1.2.3. Le specifiche categorie di crediti deteriorati

Come anticipato, il Regolamento UE n. 575 del 2013 (“Capital Requirement Regulation” o CRR), così come modificato dal Regolamento UE n. 630 del 2019, fissa i requisiti prudenziali per gli enti creditizi e fornisce una definizione delle esposizioni creditizie deteriorate, cioè quelle per le quali sia intervenuto un evento di default, come definito all’art. 178 del medesimo regolamento. L’articolo in questione fa riferimento sia a una valutazione soggettiva (l’esistenza di eventi che facciano presumere che il debitore non adempierà integralmente alle proprie obbligazioni), sia a un fatto oggettivo (un ritardo non trascurabile nell’adempimento) [11]. Sulle definizioni di origine europea, come si avrà modo di evidenziare nei prossimi paragrafi, si innestano, in modo perfettamente sintonico, quelle contenute nella regolamentazione secondaria nazionale. Per effetto del combinato dei due corpi di regole, le esposizioni creditizie deteriorate sono in Italia suddivise in: (i) inadempienze probabili, (ii) esposizioni scadute e/o sconfinanti, (iii) sofferenze. A ciò si aggiunge una categoria “trasversale” di crediti “oggetto di concessioni”, i quali non rientrano necessariamente tra i crediti oggetto di deterioramento. Di seguito si analizzano le singole categorie. a. Le inadempienze probabili (“Unlikely to pay”) Ai sensi dell’art. 178, par. 1, lett. a) del CRR, si considera intervenuto un default in relazione a un particolare debitore qualora l’ente giudichi “improbabile che, senza il ricorso ad azioni quale l’escussione delle garanzie, il debitore adempia integralmente alle sue obbligazioni creditizie verso l’ente stesso, la sua impresa madre o una delle sue filiazioni”. Le esposizioni che rientrano in tale categoria, definite inadempienze probabili (o “Unlikely to pay” o “UTP”), sono considerate a tutti gli effetti crediti deteriorati, e ciò sulla base di una valutazione prognostica della banca per la quale deve risultare improbabile che il debitore adempia in modo integrale senza l’escussione delle garanzie prestate. A tal proposito, le Linee Guida della BCE del 2017, chiamate a chiarire “le aspettative della vigilanza riguardo all’individuazione, gestione, misurazione e cancellazione degli NPL” per le banche, rilevano l’importanza [continua ..]

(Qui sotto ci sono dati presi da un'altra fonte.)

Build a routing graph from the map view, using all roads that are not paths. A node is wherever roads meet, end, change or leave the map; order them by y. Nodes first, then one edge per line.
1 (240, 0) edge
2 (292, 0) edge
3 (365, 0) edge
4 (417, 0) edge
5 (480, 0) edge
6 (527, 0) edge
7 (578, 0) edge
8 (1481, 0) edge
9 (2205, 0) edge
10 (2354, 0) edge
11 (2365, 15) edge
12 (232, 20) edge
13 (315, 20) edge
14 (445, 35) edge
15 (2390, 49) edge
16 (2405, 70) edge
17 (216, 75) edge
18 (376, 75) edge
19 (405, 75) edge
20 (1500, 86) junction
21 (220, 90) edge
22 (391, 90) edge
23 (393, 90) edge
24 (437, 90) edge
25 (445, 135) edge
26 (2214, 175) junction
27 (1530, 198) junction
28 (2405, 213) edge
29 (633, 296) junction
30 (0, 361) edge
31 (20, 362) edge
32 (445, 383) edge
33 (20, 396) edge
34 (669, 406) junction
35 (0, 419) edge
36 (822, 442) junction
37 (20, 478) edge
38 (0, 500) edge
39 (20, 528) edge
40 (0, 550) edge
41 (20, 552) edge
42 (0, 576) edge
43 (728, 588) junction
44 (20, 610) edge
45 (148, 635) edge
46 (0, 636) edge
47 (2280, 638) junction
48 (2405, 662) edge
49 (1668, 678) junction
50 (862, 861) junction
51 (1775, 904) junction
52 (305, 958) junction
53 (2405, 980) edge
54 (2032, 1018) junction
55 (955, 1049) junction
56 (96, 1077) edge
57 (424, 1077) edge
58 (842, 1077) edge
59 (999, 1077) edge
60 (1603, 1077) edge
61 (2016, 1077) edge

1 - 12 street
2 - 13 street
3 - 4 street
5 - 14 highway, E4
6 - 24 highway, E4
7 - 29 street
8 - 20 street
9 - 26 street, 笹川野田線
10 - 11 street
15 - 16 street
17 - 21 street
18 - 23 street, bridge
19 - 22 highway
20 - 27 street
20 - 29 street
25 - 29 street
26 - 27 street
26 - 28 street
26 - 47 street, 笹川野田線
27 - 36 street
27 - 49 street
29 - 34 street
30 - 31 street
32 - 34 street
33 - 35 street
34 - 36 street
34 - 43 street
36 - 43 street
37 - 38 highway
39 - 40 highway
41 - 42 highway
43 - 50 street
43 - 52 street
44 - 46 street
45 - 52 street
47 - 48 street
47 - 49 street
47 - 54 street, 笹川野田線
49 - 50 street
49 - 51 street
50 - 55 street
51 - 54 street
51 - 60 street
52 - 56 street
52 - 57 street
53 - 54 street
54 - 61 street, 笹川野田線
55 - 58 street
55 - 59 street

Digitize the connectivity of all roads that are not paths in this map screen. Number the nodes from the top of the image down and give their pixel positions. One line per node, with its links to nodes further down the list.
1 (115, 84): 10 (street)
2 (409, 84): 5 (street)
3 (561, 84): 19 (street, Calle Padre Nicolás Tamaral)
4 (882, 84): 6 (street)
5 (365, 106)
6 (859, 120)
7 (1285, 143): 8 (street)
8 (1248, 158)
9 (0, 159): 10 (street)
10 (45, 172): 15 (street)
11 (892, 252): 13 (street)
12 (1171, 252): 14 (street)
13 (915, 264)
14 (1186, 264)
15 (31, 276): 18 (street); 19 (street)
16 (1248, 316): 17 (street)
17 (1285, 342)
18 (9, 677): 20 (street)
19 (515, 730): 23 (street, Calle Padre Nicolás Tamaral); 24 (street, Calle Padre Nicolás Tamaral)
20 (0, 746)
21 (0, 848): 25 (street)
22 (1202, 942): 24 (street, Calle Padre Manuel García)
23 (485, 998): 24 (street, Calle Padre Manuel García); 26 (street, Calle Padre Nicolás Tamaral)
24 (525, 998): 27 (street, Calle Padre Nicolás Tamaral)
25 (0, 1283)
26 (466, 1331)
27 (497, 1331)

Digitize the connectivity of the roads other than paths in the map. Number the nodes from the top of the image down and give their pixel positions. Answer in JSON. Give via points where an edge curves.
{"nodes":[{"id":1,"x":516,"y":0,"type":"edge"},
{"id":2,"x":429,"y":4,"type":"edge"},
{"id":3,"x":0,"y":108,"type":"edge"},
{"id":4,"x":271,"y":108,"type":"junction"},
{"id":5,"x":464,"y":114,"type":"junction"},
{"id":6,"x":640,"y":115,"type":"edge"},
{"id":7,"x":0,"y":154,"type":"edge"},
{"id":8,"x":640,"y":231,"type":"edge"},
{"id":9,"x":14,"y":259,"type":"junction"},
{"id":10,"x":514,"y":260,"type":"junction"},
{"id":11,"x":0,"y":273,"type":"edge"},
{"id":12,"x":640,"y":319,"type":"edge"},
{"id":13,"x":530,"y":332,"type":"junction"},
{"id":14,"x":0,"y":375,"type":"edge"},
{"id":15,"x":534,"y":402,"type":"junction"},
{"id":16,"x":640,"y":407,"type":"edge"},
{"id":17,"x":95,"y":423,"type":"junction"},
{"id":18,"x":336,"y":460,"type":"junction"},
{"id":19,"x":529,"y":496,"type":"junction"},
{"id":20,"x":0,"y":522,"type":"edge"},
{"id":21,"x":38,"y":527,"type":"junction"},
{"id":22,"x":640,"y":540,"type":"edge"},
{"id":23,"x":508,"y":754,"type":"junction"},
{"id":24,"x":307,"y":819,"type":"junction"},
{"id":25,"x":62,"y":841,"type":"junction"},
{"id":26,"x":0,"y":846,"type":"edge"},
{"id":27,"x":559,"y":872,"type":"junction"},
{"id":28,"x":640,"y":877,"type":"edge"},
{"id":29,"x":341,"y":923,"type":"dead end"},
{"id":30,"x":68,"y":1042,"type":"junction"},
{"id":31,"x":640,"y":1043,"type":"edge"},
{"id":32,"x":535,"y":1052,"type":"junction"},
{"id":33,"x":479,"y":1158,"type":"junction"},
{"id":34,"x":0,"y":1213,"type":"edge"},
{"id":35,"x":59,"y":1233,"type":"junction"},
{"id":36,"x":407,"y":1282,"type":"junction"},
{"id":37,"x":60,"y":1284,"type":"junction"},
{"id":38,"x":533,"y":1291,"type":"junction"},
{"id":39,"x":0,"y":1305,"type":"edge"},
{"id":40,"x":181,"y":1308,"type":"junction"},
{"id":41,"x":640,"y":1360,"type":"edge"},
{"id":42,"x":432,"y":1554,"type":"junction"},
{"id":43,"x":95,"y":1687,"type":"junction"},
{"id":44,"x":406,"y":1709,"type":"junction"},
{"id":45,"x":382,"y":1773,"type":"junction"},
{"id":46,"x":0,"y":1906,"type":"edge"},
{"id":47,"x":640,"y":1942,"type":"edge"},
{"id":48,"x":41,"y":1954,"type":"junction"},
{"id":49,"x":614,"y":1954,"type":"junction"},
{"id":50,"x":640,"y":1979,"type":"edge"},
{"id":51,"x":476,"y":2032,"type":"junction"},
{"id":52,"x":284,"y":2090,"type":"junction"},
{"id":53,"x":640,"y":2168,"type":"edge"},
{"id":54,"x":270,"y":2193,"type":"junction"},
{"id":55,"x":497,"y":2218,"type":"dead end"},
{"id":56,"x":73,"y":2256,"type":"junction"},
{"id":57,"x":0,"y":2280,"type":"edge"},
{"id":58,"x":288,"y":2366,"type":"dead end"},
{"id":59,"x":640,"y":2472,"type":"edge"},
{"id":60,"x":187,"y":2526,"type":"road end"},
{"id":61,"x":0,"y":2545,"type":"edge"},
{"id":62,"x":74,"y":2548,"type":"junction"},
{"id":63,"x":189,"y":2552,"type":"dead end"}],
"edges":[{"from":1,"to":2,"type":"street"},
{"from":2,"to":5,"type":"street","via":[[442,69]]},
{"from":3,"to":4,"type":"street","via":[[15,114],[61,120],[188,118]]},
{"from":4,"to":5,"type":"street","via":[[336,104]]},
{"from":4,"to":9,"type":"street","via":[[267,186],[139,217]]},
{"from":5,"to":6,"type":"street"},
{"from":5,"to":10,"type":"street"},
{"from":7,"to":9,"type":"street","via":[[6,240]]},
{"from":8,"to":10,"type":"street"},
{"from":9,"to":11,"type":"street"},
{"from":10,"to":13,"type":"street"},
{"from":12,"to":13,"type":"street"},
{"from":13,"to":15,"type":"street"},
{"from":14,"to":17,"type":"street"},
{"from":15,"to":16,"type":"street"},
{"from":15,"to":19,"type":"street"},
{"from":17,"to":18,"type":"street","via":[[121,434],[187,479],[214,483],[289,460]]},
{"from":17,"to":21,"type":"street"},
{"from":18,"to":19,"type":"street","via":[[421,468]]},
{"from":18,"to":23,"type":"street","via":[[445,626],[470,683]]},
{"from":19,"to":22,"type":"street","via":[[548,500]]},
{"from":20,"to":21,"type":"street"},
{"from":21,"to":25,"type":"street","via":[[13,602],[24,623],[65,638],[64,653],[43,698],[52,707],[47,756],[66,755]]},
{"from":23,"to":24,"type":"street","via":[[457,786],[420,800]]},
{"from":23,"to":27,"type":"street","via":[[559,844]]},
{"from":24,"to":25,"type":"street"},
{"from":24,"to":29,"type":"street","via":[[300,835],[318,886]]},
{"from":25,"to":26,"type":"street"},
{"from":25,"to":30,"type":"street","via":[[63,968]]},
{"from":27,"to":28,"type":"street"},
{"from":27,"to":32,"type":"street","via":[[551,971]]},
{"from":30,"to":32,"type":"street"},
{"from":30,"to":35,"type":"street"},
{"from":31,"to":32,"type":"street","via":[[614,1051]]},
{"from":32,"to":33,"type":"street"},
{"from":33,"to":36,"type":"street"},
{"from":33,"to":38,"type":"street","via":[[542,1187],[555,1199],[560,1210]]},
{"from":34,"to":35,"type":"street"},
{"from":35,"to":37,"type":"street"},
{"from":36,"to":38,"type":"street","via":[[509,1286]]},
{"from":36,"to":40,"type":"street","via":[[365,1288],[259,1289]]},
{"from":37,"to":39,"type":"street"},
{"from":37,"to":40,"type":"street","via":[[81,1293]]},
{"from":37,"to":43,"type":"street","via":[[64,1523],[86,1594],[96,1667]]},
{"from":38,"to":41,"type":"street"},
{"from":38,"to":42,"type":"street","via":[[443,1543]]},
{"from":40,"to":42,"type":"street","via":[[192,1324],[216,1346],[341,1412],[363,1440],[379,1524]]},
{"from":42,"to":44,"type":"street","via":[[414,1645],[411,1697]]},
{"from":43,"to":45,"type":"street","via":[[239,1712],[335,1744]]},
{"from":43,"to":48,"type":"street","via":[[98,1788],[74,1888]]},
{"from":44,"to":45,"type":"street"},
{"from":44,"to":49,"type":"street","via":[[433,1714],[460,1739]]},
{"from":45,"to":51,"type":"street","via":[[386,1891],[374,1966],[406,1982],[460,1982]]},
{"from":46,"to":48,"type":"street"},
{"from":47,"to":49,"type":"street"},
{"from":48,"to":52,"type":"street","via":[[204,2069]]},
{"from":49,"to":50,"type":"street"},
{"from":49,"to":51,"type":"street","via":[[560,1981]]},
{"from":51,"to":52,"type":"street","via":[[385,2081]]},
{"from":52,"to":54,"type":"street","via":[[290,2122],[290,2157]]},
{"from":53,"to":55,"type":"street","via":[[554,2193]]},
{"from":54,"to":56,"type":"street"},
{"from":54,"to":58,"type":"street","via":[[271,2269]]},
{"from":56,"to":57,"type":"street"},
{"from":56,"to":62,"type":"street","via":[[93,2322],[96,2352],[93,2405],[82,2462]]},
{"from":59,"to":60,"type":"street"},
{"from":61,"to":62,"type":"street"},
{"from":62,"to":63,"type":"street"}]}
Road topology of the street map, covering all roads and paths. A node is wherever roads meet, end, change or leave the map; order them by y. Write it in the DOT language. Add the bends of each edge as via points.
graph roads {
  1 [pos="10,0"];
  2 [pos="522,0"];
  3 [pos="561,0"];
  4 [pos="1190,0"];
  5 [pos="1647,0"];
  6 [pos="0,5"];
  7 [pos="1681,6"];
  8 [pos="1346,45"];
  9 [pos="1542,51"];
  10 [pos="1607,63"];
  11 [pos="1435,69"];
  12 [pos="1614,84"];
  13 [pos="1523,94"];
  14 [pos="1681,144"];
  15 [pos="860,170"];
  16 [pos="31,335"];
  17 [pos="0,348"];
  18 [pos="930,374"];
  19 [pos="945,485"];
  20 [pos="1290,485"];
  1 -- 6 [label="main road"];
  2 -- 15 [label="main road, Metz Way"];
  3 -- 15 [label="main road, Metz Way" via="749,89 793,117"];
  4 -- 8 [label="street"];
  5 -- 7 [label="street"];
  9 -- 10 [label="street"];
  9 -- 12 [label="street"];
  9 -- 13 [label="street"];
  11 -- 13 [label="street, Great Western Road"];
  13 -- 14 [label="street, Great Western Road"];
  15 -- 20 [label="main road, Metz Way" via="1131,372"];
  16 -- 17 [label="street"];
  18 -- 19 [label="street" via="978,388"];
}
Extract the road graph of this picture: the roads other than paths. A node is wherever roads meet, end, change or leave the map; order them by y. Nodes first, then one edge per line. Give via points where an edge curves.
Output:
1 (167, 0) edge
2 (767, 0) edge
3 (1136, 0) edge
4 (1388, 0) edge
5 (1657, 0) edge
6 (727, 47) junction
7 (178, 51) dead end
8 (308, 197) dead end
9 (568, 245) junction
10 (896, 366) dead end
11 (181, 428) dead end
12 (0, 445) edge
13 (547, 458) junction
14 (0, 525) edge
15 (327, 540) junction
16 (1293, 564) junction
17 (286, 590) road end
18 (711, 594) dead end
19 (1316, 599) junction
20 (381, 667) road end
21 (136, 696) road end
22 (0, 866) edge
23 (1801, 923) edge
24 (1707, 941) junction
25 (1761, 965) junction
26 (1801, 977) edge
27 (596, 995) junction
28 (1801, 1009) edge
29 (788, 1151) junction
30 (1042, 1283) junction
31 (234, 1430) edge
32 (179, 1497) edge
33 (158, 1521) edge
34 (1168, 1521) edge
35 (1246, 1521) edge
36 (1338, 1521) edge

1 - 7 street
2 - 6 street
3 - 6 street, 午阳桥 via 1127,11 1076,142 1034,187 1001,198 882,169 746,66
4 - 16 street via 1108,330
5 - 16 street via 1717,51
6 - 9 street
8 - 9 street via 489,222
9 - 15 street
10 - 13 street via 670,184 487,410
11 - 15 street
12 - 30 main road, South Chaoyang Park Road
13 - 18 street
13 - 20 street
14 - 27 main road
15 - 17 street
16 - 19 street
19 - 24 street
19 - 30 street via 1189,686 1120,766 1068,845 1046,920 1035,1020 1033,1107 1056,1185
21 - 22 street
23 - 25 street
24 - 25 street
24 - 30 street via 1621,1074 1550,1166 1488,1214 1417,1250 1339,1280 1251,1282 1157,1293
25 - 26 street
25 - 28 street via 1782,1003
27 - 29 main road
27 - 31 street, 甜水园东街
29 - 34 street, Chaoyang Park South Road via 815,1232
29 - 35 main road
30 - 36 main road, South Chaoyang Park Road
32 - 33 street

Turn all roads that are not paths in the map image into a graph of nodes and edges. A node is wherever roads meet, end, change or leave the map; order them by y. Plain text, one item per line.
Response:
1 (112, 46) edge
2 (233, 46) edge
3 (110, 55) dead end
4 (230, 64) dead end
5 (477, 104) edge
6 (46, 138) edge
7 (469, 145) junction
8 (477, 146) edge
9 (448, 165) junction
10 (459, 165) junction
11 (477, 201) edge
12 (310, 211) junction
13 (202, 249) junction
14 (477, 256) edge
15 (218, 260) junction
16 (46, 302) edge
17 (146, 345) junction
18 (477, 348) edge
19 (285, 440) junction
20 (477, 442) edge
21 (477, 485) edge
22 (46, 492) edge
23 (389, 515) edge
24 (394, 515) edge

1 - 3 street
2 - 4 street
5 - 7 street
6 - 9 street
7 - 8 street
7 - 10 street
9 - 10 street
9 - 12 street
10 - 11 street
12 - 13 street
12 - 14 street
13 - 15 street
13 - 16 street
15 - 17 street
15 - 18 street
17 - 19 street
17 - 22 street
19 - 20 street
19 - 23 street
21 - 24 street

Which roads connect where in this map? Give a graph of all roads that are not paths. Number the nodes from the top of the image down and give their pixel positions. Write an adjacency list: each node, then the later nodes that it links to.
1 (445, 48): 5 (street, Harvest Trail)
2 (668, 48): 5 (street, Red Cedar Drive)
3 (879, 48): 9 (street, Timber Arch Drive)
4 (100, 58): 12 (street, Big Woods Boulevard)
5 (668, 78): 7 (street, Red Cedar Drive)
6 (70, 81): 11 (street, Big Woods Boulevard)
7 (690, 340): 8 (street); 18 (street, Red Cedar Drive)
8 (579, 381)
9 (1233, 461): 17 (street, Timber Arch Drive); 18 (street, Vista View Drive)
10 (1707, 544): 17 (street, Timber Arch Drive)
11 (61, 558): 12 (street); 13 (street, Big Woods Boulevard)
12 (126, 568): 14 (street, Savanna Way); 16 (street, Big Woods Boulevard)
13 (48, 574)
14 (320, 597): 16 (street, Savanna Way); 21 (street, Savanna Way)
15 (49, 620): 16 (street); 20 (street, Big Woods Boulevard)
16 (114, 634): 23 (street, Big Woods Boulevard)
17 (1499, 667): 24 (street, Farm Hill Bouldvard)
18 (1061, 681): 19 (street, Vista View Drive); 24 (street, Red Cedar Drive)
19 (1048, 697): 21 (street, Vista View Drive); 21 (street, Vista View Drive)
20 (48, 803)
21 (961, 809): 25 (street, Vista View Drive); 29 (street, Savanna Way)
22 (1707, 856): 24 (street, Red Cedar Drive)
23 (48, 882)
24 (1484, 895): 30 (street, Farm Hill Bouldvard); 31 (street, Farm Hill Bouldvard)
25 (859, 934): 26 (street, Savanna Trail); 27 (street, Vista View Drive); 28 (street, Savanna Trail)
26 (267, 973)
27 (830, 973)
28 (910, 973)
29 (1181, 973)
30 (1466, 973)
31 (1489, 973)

1.2.4. L’identificazione e la classificazione dei crediti deteriorati: le regole contabili. Il principio contabile IFRS 9

Il bilancio delle banche deve essere redatto secondo i principi contabili internazionali. Al pari della normativa europea, tali principi suddividono in categorie i crediti in base al loro grado di deterioramento, richiedendo un trattamento diverso a seconda della categoria in cui questi ricadono; la classificazione che essi adottano, tuttavia, non coincide con quella della normativa in materia di vigilanza. I principi contabili assumono inevitabilmente un ruolo centrale nel momento in cui la banca è chiamata a prendere una decisione riguardo alla strategia da adottare rispetto a un portafoglio di crediti o a una singola posizione: la prospettiva di dover effettuare rilevanti rettifiche, calcolate valutando la c.d. perdita attesa, può invero rappresentare un forte incentivo a cedere una determinata posizione nelle prime fasi di difficoltà, quando ancora le previsioni di perdita sono ridotte [22]. Il principio contabile IFRS 9 [23] prevede invero la suddivisione dei crediti in tre stage in base al loro livello di rischio, in funzione del deterioramento della qualità creditizia iniziale, introducendo un modello di impairment (o “perdita durevole di valore”). Tale modello suddivide i crediti in tre categorie (“stages”) a seconda del loro grado di rischiosità [24]. Questo modello, ancorché sia non previsto in modo esplicito dallo stesso IFRS 9, viene comunemente usato e viene descritto come “three-bucket approach”. In estrema sintesi, (i) il primo “stage” del modello in questione comprende al suo interno i crediti che non hanno subito un deterioramento significativo rispetto all’investimento iniziale, (ii) il secondo “stage” include, invece, i crediti che presentano un significativo aumento del rischio di default rispetto all’investimento iniziale, ma non sono ancora considerati “deteriorati”, (iii) infine il terzo “stage” comprende i crediti non più in bonis, per cui è prevista una perdita lungo la durata residua del prestito. Mentre in quest’ultima categoria rientrano le posizioni scadute/sconfinanti da oltre 90 gg, le c.d. inadempienze probabili e le sofferenze [25], il secondo stage prevede una categoria di crediti in bonis e, tuttavia, underperforming, in relazione alle quali la banca è tenuta a effettuare rettifiche calcolando le perdite attese sulla base di un orizzonte [continua ..]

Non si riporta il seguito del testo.